The biggest problem the country is facing is not as simple as the question of the perceived threat to the very existence of Sinhala race or Buddhism. It is a much more complex question involving a danger to the country’s socio-economic and political existence.
There is an important lesson that the new President should learn from the unfortunate experience of Prime Minister Bandaranaike who came to power in 1956 in a similar manner with the overwhelming support of the Sangha.
Bandaranaike was not a racist or religious leader though he adopted a policy that placed more weight on Sinhala Buddhist emotions to achieve his political ambitions and gain political power in ’56. He might have believed that after coming to power, he would be able to act reasonably and without becoming a prisoner of extremist forces. He was prepared to grant the right to Tamils in the north and the east to work in Tamil while making Sinhala the national language. He had a draft bill prepared for this in his possession.
But he prevented himself in submitting it to his parliamentary group as it demanded a Sinhala Only policy, with no room for the Tamil language; instead Bandaranaike appointed a committee to prepare a suitable draft, without presenting to them the language bill that he had in his possession. The Committee accepted the Model Language Act, which L.H. Mettananda had prepared without granting concessions to the Tamil language and adopted it as the Language Act. Subsequently, Bandaranaike reached an agreement with Chelvanayagam when the Tamils protested strongly against it.
When the Buddhist monks agitated against the agreement, Bandaranaike was compelled to tear it. Simultaneously, for the first time, a Sinhala-Tamil riot broke out in the country. This ironical political drama eventually ended with Prime Minister Bandaranaike being assassinated by a monk. It was the first political assassination in Sri Lanka since independence. Mapitigama Buddha Rakkitha Thero, the Chief Incumbent of Kelaniya Raja Maha Viharaya and the founder of the United Bhikkhu Peramuna, was the mastermind behind the assassination of Prime Minister Bandaranaike.
Though it is easy to come to power on the support of racist and religious forces, it is however difficult to govern a country under their influence.

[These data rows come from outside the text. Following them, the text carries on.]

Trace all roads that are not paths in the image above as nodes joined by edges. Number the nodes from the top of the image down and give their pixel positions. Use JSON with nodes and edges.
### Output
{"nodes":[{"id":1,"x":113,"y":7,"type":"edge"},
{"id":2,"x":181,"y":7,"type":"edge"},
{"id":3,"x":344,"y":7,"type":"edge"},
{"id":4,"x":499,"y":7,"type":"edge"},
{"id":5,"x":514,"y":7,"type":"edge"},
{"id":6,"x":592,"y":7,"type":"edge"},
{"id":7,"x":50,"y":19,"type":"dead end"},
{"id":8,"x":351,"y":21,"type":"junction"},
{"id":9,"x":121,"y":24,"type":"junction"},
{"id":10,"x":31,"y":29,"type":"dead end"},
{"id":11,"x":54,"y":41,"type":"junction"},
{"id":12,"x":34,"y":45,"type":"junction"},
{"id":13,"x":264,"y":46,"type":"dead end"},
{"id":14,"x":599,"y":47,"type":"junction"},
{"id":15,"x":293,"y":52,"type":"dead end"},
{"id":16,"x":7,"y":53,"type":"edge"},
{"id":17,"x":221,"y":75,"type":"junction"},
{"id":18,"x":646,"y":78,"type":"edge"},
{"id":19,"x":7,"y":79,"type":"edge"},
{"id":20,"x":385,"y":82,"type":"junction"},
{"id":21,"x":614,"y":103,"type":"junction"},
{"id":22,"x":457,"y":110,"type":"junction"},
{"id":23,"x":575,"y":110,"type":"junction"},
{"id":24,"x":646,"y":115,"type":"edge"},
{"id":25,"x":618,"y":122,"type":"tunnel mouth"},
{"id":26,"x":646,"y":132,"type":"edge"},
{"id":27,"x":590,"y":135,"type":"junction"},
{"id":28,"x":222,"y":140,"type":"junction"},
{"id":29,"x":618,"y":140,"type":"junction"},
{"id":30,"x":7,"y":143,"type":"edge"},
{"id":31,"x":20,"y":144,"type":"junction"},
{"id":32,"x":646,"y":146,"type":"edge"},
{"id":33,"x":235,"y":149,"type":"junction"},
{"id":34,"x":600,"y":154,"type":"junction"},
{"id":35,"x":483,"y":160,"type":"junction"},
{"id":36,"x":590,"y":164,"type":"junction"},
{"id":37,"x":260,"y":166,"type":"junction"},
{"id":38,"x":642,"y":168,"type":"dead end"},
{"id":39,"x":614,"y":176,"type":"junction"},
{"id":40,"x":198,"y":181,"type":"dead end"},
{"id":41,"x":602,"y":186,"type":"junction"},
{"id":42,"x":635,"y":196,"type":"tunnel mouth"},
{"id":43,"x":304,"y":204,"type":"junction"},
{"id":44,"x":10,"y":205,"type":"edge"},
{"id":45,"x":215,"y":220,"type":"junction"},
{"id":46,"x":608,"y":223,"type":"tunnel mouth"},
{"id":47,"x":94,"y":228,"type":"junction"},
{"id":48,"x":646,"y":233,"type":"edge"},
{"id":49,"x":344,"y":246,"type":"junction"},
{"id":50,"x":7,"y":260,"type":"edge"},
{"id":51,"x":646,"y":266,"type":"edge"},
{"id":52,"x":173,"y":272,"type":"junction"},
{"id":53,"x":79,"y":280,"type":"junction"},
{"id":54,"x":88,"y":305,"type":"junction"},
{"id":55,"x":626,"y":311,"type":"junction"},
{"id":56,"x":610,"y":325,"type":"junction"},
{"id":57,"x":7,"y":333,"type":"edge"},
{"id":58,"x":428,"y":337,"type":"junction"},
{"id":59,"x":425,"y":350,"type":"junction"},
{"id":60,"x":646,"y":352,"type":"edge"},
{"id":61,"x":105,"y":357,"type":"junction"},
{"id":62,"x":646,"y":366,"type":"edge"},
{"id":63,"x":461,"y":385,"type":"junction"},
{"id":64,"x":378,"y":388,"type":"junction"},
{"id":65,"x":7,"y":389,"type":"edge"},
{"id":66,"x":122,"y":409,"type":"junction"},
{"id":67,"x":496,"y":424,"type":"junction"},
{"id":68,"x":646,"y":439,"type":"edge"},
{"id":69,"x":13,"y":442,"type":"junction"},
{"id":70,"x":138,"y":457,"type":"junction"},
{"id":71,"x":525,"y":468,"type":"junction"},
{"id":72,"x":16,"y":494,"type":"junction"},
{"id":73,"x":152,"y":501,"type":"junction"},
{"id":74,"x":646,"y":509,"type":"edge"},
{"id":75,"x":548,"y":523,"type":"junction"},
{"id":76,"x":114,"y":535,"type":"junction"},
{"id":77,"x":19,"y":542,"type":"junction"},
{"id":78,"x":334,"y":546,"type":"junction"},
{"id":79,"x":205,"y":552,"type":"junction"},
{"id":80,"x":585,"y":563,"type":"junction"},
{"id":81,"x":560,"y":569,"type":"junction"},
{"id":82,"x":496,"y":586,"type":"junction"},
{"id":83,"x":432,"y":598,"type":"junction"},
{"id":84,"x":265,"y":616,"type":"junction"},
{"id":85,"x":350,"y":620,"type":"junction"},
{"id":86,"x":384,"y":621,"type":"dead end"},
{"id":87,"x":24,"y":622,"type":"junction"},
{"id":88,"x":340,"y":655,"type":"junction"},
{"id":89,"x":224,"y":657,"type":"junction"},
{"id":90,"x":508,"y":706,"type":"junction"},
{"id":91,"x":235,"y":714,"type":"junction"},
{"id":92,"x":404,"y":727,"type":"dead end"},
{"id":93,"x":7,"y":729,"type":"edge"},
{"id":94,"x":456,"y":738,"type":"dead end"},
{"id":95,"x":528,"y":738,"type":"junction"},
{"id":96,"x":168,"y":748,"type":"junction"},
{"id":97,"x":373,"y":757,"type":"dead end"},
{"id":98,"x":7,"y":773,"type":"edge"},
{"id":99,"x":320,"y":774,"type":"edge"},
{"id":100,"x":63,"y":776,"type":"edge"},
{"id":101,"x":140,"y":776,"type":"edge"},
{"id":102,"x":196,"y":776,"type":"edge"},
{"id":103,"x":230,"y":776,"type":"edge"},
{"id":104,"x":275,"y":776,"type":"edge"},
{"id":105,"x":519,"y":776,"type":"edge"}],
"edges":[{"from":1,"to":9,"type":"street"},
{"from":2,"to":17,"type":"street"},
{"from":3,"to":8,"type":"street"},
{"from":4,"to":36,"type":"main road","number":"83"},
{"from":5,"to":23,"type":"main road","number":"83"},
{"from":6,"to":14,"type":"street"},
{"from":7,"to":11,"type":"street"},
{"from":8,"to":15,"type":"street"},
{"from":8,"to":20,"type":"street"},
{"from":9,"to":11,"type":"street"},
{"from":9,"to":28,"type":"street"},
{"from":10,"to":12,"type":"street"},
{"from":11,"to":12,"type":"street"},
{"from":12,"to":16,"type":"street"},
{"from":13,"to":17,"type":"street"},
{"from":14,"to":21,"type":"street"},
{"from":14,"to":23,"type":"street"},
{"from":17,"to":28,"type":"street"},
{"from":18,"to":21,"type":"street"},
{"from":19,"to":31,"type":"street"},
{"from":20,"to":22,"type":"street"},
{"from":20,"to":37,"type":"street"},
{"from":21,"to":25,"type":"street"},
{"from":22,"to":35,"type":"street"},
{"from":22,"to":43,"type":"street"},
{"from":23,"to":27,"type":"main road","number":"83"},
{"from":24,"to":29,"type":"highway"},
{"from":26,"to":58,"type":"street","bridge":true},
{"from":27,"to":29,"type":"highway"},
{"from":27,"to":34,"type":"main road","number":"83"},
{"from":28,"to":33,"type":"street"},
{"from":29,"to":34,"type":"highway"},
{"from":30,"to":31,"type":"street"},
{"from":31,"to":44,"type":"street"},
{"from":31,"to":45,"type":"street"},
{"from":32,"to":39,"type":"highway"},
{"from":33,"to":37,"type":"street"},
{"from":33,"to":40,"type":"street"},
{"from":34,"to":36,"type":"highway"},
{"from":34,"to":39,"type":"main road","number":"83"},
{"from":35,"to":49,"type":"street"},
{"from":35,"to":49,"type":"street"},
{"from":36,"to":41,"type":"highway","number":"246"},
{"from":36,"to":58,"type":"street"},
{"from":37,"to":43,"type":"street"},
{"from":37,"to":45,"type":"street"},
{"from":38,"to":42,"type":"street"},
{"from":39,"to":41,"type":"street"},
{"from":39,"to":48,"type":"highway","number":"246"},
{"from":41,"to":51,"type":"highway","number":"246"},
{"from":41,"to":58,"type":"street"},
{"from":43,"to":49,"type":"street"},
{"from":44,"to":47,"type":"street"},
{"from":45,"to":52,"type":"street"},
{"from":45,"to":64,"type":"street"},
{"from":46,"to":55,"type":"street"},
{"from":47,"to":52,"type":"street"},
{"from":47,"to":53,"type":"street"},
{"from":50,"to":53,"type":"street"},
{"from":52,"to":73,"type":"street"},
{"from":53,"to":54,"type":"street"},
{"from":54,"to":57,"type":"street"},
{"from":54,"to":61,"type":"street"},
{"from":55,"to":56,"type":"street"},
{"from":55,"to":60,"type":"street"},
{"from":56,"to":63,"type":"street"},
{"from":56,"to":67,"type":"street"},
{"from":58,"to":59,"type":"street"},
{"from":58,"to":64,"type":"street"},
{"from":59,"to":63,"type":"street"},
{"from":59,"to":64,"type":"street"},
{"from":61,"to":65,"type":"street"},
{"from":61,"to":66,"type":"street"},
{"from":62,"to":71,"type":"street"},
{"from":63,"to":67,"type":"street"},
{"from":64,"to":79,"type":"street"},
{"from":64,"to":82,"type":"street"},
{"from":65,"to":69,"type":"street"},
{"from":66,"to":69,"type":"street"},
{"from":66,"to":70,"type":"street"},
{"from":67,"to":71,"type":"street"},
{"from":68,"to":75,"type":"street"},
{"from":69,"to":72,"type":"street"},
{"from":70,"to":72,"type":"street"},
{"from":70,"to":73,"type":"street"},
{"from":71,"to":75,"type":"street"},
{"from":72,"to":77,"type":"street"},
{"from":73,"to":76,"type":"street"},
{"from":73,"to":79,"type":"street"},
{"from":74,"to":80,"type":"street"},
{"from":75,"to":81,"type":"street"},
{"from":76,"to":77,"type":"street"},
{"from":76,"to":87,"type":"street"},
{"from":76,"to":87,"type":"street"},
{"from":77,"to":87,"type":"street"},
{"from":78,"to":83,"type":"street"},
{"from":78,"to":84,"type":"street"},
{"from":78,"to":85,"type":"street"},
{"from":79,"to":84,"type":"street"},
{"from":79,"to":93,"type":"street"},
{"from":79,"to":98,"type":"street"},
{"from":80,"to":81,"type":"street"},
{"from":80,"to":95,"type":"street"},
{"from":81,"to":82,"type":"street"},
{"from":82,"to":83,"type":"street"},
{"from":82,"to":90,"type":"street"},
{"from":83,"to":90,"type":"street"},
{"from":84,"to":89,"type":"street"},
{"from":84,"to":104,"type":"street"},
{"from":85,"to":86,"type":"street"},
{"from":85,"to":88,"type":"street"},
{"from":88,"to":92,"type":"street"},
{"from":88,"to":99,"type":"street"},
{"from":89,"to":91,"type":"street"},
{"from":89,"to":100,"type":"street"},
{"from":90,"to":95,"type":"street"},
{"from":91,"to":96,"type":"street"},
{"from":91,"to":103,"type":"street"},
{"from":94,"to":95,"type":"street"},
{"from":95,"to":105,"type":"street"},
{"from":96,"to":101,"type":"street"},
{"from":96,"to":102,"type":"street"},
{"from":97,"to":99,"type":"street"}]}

If the country is to recover from its tragic situation, first of all, it is necessary to find a solution to the national crisis Sri Lanka is presently facing. Although there is a greater likelihood of solving this problem by a leader who is well-respected by the Sinhala Buddhist community than with one who lacks it, it would only be possible if the leader is adequately equipped with the wisdom and courage required to develop a broad and reasonable outlook which is not confined only to one race or one religion and capable of managing properly, the Sinhala Buddhist emotions.
One of the best ways to overcome a crisis of this nature is to direct the country to win a people’s constitution to achieve an overall structural change in the entire system of governance. It sets out a common program to save the country, not just the government, but all political parties, and all people, regardless of race, religion or caste.
Since it is a program that actively engages not only the political parties but also the public, to solve the country’s major problems, it is essential that the support of the international community is received for it. It provides the necessary background to genuinely discuss and solve all the fundamental issues that need to be addressed and resolved.